*** Opening of Material for the task ***

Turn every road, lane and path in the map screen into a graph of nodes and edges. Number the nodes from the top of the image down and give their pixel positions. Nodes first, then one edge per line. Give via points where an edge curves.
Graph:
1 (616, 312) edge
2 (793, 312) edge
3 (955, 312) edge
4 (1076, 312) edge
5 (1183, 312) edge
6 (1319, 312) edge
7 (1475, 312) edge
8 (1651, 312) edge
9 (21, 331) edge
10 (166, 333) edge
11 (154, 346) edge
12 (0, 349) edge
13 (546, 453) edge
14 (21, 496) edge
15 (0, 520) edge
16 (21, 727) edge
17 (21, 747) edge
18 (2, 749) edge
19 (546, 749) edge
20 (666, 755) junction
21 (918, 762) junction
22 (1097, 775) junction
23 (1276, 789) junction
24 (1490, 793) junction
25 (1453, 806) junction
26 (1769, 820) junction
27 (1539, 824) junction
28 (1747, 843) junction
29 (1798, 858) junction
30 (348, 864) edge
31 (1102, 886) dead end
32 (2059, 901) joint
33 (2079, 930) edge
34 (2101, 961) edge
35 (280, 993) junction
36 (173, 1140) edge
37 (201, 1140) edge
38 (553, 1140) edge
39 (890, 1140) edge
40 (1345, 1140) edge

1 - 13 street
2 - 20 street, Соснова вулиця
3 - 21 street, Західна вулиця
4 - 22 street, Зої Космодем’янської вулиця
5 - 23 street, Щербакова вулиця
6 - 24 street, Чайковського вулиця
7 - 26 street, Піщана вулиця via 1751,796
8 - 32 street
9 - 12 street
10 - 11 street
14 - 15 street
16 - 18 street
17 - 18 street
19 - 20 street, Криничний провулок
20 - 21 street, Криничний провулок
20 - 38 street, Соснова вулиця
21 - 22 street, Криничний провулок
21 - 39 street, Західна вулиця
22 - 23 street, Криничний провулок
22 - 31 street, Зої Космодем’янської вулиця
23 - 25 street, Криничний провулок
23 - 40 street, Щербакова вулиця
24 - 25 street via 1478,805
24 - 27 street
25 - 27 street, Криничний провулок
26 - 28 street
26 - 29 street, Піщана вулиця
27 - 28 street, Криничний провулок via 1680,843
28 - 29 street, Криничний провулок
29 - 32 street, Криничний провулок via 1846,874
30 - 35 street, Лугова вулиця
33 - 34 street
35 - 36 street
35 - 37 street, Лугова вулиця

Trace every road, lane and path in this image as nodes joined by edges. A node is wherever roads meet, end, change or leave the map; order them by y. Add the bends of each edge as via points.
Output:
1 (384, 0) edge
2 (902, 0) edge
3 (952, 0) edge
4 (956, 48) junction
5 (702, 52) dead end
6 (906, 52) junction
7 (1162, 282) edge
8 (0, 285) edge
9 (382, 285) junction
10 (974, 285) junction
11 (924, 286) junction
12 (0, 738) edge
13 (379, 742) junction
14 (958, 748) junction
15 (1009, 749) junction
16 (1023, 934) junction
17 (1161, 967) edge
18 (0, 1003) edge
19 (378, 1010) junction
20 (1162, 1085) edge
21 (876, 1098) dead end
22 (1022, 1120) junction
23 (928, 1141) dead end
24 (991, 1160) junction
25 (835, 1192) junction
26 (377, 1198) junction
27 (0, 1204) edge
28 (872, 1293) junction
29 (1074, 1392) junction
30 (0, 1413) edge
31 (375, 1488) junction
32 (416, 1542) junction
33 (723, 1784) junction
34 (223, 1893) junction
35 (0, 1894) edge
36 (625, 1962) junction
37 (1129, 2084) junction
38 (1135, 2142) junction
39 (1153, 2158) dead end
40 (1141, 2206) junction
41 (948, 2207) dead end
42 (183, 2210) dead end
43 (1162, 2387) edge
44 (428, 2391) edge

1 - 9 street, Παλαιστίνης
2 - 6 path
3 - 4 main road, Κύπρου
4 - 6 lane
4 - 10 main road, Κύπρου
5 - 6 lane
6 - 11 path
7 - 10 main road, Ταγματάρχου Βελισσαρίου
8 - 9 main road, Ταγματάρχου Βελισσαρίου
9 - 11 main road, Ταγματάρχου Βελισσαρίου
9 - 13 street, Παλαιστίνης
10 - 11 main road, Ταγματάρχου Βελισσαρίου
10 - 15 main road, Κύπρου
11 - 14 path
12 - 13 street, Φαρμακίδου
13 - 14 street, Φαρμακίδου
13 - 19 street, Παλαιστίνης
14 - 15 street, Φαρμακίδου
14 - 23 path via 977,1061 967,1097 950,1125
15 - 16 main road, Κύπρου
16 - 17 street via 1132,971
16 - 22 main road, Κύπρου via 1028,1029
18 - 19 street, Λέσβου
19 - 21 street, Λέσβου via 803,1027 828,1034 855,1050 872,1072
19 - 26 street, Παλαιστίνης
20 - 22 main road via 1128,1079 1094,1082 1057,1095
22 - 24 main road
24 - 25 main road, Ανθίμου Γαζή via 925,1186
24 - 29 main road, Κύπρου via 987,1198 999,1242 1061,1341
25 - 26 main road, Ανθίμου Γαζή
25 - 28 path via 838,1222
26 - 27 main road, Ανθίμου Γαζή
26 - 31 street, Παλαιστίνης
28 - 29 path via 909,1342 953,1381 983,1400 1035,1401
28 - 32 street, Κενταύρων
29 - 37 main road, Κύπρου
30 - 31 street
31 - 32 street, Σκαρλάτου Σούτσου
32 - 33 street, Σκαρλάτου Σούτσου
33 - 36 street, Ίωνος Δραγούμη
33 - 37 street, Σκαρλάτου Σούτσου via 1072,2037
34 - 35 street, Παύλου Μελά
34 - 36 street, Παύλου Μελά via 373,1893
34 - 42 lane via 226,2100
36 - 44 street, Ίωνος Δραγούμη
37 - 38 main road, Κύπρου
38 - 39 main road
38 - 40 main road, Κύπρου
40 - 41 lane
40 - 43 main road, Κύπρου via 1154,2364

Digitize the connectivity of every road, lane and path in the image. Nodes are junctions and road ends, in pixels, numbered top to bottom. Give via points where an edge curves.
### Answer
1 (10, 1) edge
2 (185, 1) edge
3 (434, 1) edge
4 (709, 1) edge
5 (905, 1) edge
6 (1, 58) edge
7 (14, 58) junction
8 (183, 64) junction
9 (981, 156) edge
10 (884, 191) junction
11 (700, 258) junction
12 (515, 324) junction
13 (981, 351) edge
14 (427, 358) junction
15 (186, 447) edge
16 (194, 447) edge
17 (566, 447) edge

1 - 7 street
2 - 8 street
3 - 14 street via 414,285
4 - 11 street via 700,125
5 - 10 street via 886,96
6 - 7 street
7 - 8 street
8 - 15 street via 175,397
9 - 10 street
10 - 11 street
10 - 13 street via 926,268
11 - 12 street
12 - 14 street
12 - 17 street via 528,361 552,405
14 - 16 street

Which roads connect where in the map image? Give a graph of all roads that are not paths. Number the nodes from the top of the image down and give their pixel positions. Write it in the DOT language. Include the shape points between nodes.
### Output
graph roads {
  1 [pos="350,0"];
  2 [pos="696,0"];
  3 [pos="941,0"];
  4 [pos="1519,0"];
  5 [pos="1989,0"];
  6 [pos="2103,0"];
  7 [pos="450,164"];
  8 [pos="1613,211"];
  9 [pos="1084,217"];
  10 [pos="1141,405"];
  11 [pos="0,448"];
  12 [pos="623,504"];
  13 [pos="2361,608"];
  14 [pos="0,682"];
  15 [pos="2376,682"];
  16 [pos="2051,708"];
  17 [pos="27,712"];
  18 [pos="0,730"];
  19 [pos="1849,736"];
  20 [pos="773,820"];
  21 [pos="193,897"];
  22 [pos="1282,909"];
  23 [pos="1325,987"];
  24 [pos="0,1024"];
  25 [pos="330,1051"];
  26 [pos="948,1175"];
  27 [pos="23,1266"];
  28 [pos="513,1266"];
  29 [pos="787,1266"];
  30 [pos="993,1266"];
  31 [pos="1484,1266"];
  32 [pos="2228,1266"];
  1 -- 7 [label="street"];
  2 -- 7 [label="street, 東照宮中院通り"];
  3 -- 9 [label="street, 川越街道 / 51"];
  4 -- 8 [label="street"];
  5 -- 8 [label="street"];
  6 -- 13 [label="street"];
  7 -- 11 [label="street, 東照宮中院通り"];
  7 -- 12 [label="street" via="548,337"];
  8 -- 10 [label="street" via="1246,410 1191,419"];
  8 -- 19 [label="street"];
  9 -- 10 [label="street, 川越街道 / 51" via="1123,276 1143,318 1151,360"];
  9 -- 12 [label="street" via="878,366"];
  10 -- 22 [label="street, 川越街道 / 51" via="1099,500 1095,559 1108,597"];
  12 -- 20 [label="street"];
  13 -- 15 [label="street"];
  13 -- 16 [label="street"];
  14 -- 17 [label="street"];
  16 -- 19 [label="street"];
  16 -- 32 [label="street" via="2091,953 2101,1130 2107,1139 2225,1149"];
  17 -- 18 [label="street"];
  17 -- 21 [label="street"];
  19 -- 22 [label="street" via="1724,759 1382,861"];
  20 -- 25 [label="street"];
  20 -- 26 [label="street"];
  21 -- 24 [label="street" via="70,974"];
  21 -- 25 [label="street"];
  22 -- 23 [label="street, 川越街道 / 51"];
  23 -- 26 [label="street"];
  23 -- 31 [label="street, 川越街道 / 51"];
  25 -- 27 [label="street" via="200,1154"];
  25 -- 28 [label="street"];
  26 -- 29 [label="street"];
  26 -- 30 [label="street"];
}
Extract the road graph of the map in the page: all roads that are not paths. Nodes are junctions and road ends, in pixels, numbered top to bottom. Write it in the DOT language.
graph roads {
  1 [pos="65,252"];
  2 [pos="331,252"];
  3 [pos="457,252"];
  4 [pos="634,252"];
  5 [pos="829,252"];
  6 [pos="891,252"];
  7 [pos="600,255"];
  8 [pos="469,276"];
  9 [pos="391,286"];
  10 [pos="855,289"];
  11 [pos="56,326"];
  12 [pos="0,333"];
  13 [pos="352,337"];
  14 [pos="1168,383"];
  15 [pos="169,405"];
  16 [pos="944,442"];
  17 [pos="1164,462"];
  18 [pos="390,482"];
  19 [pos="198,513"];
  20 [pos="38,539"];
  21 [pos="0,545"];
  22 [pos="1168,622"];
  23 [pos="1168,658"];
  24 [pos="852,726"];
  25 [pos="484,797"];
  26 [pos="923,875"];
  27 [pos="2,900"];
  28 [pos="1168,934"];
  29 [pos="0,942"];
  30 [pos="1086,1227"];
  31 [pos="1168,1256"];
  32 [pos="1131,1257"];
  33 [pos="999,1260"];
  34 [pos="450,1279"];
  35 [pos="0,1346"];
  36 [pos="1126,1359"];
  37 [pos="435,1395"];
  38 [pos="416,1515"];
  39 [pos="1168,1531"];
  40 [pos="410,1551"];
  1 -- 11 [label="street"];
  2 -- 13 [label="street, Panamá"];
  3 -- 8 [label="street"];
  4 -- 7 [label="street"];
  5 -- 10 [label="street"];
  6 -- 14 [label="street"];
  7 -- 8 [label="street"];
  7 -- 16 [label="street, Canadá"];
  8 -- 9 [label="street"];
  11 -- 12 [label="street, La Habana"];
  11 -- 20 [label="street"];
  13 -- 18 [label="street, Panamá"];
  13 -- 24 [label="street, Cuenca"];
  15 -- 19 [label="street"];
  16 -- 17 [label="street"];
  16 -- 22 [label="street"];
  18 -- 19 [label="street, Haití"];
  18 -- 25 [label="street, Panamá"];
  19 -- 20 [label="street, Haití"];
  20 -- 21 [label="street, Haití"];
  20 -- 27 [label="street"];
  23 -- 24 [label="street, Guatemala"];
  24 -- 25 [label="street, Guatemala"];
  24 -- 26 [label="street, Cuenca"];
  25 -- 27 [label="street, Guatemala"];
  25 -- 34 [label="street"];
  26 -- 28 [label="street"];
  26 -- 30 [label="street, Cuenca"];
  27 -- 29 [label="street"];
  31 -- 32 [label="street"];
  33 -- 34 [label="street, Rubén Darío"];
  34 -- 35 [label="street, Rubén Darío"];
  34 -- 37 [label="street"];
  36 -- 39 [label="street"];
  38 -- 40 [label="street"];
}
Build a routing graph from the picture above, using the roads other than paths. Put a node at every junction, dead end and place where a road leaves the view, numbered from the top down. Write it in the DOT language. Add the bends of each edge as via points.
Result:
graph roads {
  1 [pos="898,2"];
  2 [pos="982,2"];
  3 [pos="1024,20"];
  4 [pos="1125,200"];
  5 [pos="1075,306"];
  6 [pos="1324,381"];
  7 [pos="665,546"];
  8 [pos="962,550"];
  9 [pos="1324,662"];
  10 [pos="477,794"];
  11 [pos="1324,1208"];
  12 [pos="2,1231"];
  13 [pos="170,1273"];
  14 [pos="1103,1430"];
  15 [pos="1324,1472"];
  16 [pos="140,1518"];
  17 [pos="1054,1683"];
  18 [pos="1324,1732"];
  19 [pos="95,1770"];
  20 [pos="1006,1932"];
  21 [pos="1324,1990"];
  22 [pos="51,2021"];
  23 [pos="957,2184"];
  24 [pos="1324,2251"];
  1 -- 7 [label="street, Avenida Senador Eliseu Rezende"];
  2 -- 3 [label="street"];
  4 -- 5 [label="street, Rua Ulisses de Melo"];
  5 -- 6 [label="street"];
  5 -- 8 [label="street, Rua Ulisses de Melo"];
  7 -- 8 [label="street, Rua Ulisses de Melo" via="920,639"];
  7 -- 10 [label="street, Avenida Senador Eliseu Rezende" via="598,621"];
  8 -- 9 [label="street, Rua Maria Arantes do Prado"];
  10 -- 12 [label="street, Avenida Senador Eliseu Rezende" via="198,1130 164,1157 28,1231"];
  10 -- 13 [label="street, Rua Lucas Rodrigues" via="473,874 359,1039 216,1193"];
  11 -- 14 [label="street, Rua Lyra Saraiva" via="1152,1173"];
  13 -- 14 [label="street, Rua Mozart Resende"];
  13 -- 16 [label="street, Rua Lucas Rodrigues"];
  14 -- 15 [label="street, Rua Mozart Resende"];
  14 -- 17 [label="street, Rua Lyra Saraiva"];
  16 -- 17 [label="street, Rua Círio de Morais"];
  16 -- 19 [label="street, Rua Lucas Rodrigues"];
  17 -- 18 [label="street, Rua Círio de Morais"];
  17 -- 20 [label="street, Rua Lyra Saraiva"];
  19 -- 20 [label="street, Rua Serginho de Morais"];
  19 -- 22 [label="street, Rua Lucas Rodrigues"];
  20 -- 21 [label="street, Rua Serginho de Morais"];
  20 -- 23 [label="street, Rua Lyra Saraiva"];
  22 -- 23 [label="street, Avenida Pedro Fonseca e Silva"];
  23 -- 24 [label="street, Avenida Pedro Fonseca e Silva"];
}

*** Close of Material for the task ***

**What is expected:** Make a copy of each line in the records above that has the word "Fonseca".

**Task result:**
  22 -- 23 [label="street, Avenida Pedro Fonseca e Silva"];
  23 -- 24 [label="street, Avenida Pedro Fonseca e Silva"];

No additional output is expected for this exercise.